* Problem
Below are records that should be duplicated exactly, with no image retained.

* Source data
########################################
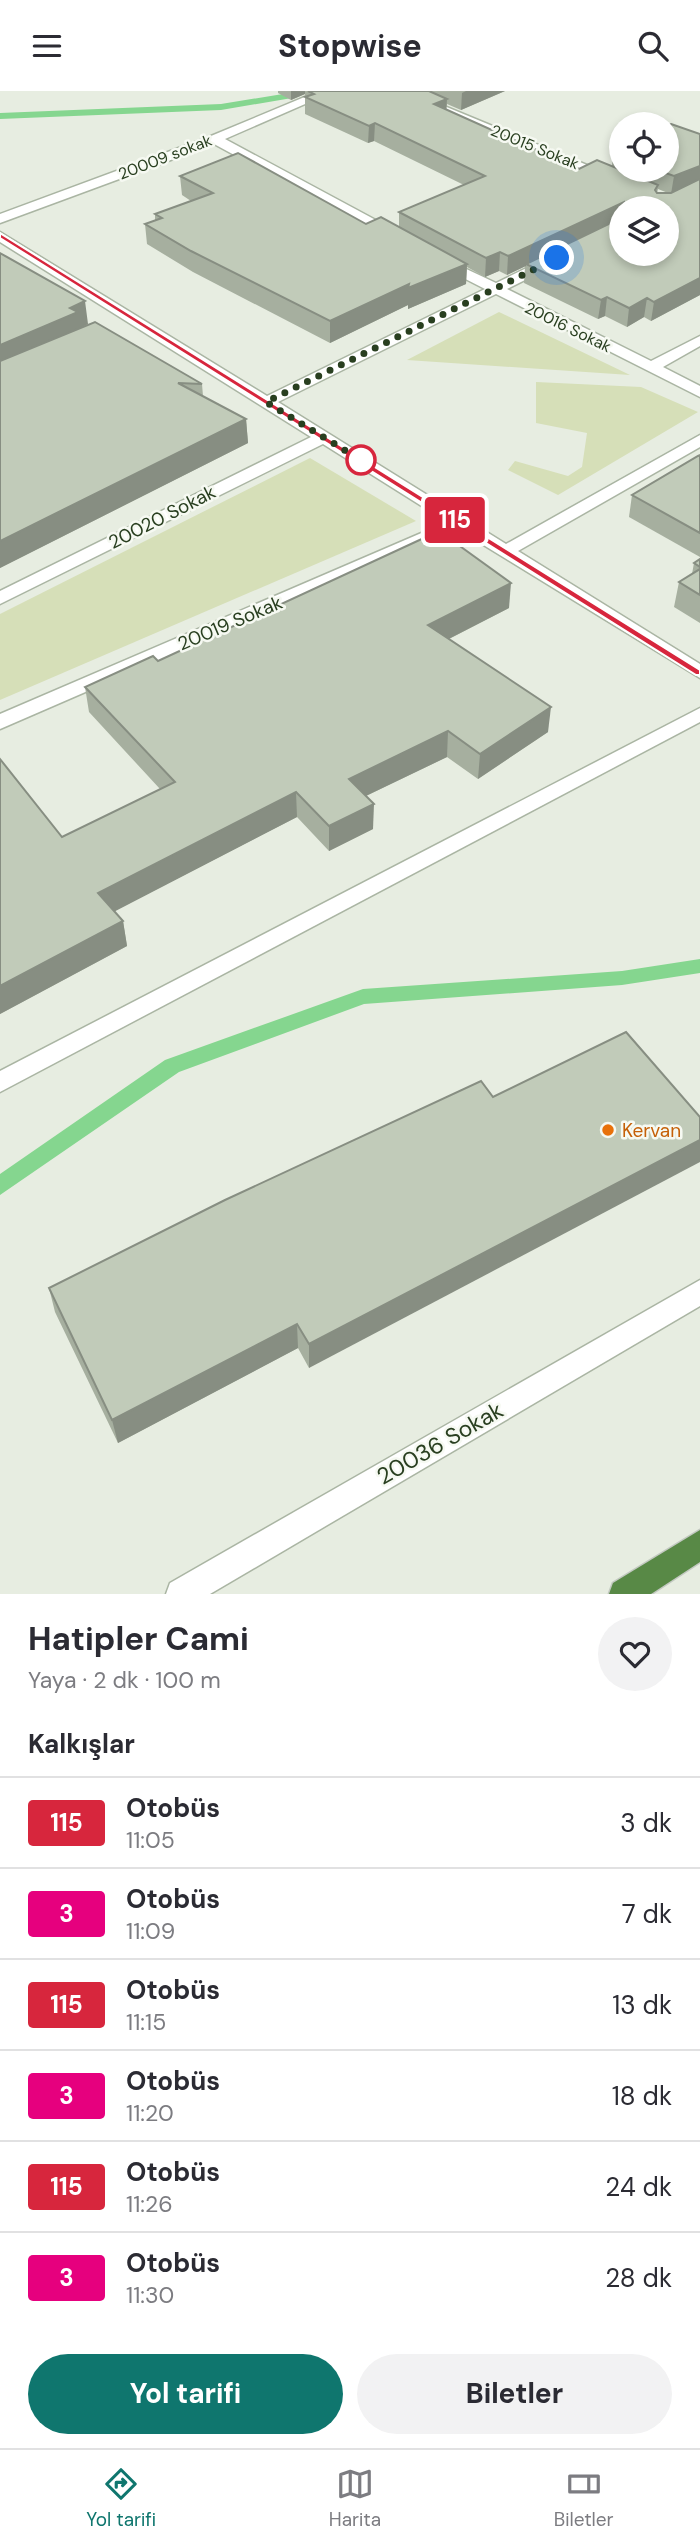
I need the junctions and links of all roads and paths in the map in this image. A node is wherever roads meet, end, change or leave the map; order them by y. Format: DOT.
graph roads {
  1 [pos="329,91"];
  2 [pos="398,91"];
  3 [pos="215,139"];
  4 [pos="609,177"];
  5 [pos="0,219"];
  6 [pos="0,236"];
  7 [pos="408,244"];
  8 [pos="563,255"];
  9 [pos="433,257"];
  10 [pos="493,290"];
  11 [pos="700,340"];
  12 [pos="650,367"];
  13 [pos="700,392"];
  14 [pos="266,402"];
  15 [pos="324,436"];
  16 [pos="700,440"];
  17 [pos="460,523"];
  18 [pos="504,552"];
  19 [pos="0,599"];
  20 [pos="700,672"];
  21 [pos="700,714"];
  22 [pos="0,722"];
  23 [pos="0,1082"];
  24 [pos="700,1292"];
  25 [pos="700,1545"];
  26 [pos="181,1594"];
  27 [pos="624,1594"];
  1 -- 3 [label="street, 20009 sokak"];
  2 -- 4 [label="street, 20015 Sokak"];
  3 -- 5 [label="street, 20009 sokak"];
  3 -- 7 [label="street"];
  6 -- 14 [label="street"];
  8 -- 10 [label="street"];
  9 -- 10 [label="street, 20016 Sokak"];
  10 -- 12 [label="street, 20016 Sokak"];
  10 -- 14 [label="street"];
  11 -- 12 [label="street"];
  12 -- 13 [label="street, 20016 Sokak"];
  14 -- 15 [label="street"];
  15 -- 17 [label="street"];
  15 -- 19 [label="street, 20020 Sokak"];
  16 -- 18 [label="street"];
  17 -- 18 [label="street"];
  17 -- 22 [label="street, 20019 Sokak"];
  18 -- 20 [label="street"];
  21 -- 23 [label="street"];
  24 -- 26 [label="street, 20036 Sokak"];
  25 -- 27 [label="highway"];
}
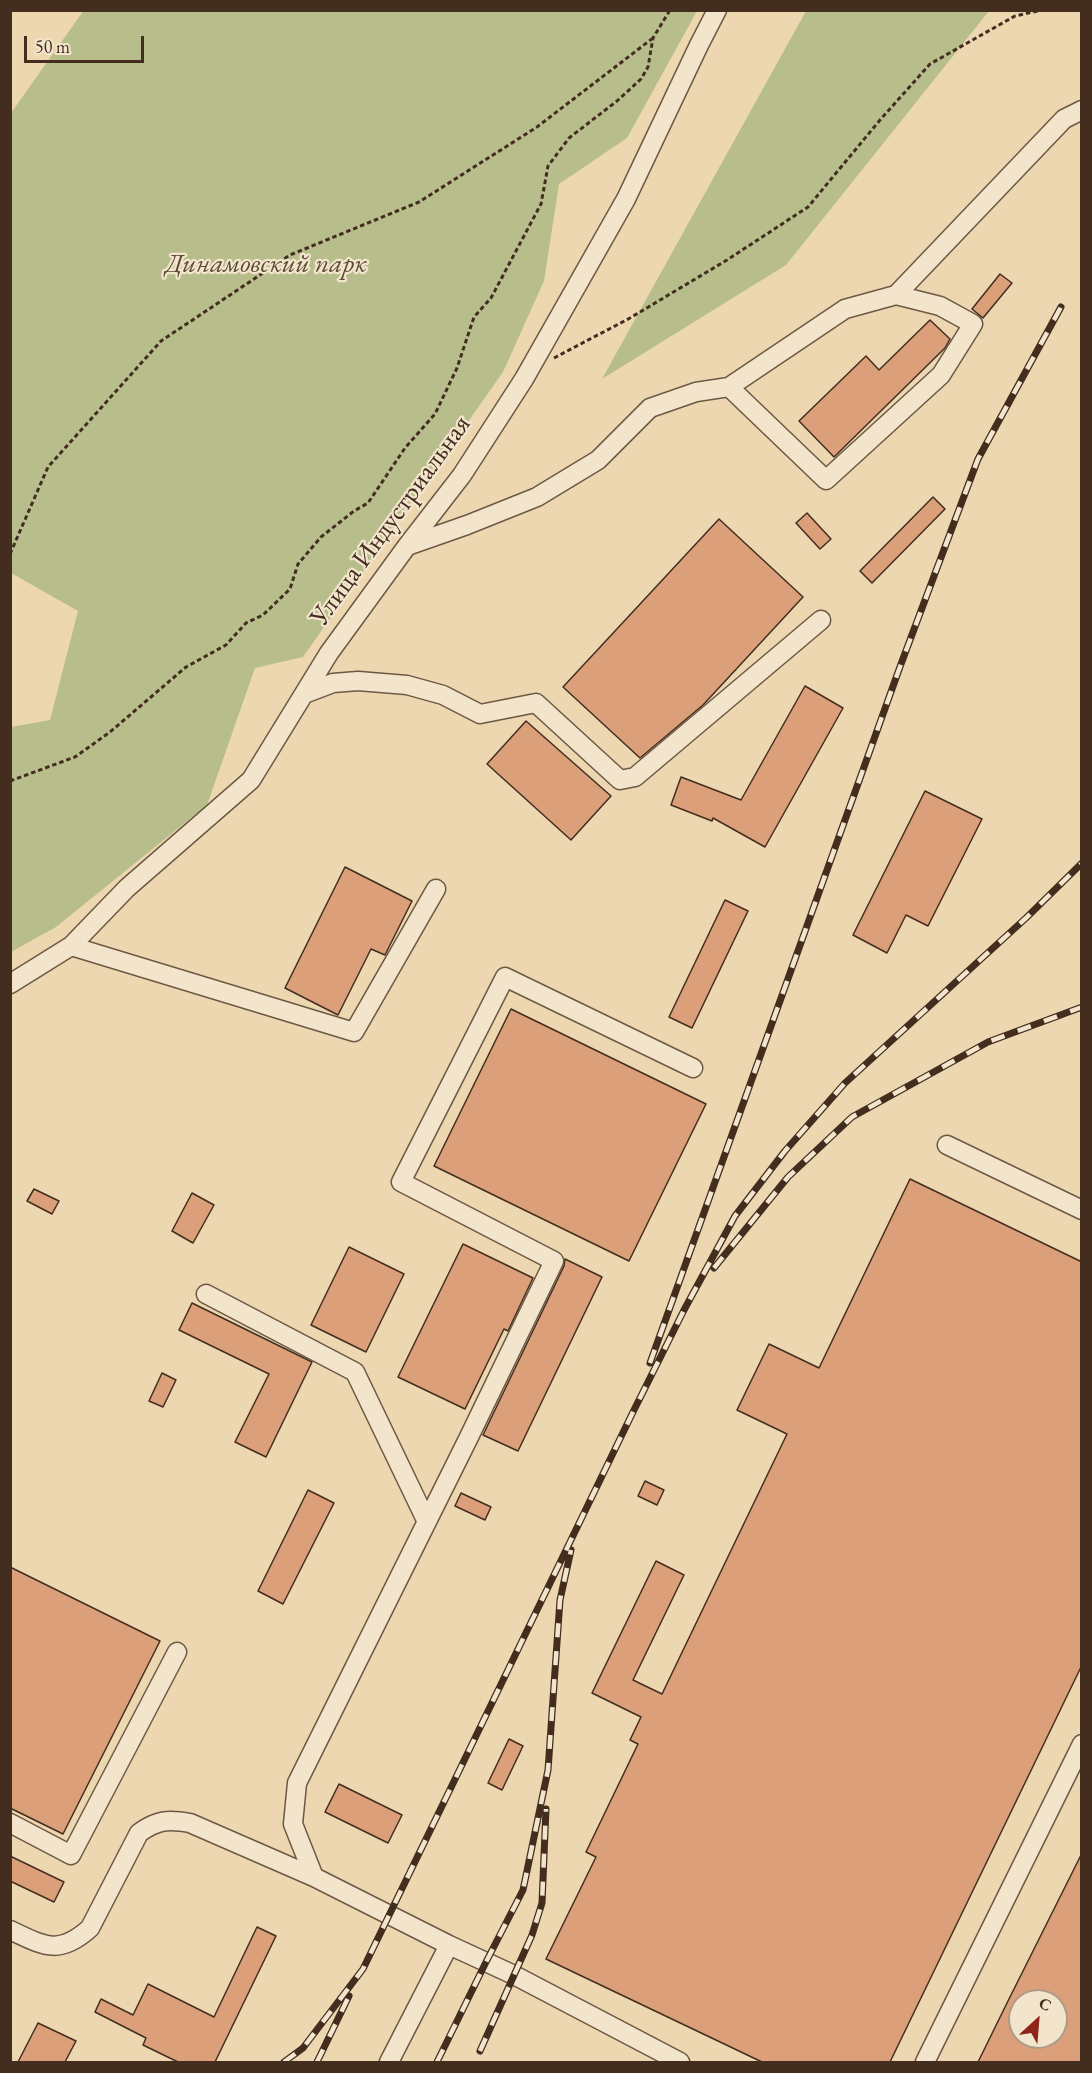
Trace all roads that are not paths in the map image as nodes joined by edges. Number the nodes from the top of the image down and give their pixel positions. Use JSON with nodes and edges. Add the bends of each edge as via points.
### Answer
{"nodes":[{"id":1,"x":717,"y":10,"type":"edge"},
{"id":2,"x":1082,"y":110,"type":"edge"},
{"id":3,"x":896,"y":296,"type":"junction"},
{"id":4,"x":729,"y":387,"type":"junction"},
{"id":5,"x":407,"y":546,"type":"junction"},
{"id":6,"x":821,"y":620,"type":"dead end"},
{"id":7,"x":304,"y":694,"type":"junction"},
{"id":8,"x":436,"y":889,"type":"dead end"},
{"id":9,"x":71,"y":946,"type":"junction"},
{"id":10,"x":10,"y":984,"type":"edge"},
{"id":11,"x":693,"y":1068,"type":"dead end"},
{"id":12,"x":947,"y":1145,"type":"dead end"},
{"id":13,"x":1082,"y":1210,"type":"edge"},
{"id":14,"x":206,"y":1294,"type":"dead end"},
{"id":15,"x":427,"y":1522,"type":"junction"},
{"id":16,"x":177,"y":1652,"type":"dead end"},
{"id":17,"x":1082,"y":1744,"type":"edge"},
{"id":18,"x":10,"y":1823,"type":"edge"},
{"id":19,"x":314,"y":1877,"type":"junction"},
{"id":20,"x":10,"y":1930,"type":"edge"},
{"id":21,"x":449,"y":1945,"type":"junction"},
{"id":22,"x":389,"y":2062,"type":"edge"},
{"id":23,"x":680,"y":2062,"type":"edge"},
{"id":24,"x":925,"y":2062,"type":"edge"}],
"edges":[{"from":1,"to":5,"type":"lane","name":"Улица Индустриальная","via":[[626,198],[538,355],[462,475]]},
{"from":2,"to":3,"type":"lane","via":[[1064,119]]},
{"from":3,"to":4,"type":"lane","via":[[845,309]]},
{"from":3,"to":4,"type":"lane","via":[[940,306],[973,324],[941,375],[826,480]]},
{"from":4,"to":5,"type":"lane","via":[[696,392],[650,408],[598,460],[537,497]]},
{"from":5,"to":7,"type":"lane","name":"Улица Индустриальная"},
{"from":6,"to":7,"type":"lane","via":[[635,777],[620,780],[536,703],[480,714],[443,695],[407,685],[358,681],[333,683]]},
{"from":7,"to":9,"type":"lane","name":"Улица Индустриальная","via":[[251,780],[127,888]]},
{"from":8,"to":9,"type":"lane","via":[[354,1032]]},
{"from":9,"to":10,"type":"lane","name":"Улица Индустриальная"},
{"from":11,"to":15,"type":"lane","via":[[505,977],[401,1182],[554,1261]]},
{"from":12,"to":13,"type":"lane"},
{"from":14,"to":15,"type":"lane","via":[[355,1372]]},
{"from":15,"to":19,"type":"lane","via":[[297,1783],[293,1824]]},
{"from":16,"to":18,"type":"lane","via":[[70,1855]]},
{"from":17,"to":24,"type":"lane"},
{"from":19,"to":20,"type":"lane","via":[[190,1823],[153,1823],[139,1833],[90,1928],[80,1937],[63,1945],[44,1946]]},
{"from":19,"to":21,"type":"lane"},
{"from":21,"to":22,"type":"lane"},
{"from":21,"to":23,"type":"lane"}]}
########################################
* Exercise solution
I need the junctions and links of all roads and paths in the map in this image. A node is wherever roads meet, end, change or leave the map; order them by y. Format: DOT.
graph roads {
  1 [pos="329,91"];
  2 [pos="398,91"];
  3 [pos="215,139"];
  4 [pos="609,177"];
  5 [pos="0,219"];
  6 [pos="0,236"];
  7 [pos="408,244"];
  8 [pos="563,255"];
  9 [pos="433,257"];
  10 [pos="493,290"];
  11 [pos="700,340"];
  12 [pos="650,367"];
  13 [pos="700,392"];
  14 [pos="266,402"];
  15 [pos="324,436"];
  16 [pos="700,440"];
  17 [pos="460,523"];
  18 [pos="504,552"];
  19 [pos="0,599"];
  20 [pos="700,672"];
  21 [pos="700,714"];
  22 [pos="0,722"];
  23 [pos="0,1082"];
  24 [pos="700,1292"];
  25 [pos="700,1545"];
  26 [pos="181,1594"];
  27 [pos="624,1594"];
  1 -- 3 [label="street, 20009 sokak"];
  2 -- 4 [label="street, 20015 Sokak"];
  3 -- 5 [label="street, 20009 sokak"];
  3 -- 7 [label="street"];
  6 -- 14 [label="street"];
  8 -- 10 [label="street"];
  9 -- 10 [label="street, 20016 Sokak"];
  10 -- 12 [label="street, 20016 Sokak"];
  10 -- 14 [label="street"];
  11 -- 12 [label="street"];
  12 -- 13 [label="street, 20016 Sokak"];
  14 -- 15 [label="street"];
  15 -- 17 [label="street"];
  15 -- 19 [label="street, 20020 Sokak"];
  16 -- 18 [label="street"];
  17 -- 18 [label="street"];
  17 -- 22 [label="street, 20019 Sokak"];
  18 -- 20 [label="street"];
  21 -- 23 [label="street"];
  24 -- 26 [label="street, 20036 Sokak"];
  25 -- 27 [label="highway"];
}
Trace all roads that are not paths in the map image as nodes joined by edges. Number the nodes from the top of the image down and give their pixel positions. Use JSON with nodes and edges. Add the bends of each edge as via points.
### Answer
{"nodes":[{"id":1,"x":717,"y":10,"type":"edge"},
{"id":2,"x":1082,"y":110,"type":"edge"},
{"id":3,"x":896,"y":296,"type":"junction"},
{"id":4,"x":729,"y":387,"type":"junction"},
{"id":5,"x":407,"y":546,"type":"junction"},
{"id":6,"x":821,"y":620,"type":"dead end"},
{"id":7,"x":304,"y":694,"type":"junction"},
{"id":8,"x":436,"y":889,"type":"dead end"},
{"id":9,"x":71,"y":946,"type":"junction"},
{"id":10,"x":10,"y":984,"type":"edge"},
{"id":11,"x":693,"y":1068,"type":"dead end"},
{"id":12,"x":947,"y":1145,"type":"dead end"},
{"id":13,"x":1082,"y":1210,"type":"edge"},
{"id":14,"x":206,"y":1294,"type":"dead end"},
{"id":15,"x":427,"y":1522,"type":"junction"},
{"id":16,"x":177,"y":1652,"type":"dead end"},
{"id":17,"x":1082,"y":1744,"type":"edge"},
{"id":18,"x":10,"y":1823,"type":"edge"},
{"id":19,"x":314,"y":1877,"type":"junction"},
{"id":20,"x":10,"y":1930,"type":"edge"},
{"id":21,"x":449,"y":1945,"type":"junction"},
{"id":22,"x":389,"y":2062,"type":"edge"},
{"id":23,"x":680,"y":2062,"type":"edge"},
{"id":24,"x":925,"y":2062,"type":"edge"}],
"edges":[{"from":1,"to":5,"type":"lane","name":"Улица Индустриальная","via":[[626,198],[538,355],[462,475]]},
{"from":2,"to":3,"type":"lane","via":[[1064,119]]},
{"from":3,"to":4,"type":"lane","via":[[845,309]]},
{"from":3,"to":4,"type":"lane","via":[[940,306],[973,324],[941,375],[826,480]]},
{"from":4,"to":5,"type":"lane","via":[[696,392],[650,408],[598,460],[537,497]]},
{"from":5,"to":7,"type":"lane","name":"Улица Индустриальная"},
{"from":6,"to":7,"type":"lane","via":[[635,777],[620,780],[536,703],[480,714],[443,695],[407,685],[358,681],[333,683]]},
{"from":7,"to":9,"type":"lane","name":"Улица Индустриальная","via":[[251,780],[127,888]]},
{"from":8,"to":9,"type":"lane","via":[[354,1032]]},
{"from":9,"to":10,"type":"lane","name":"Улица Индустриальная"},
{"from":11,"to":15,"type":"lane","via":[[505,977],[401,1182],[554,1261]]},
{"from":12,"to":13,"type":"lane"},
{"from":14,"to":15,"type":"lane","via":[[355,1372]]},
{"from":15,"to":19,"type":"lane","via":[[297,1783],[293,1824]]},
{"from":16,"to":18,"type":"lane","via":[[70,1855]]},
{"from":17,"to":24,"type":"lane"},
{"from":19,"to":20,"type":"lane","via":[[190,1823],[153,1823],[139,1833],[90,1928],[80,1937],[63,1945],[44,1946]]},
{"from":19,"to":21,"type":"lane"},
{"from":21,"to":22,"type":"lane"},
{"from":21,"to":23,"type":"lane"}]}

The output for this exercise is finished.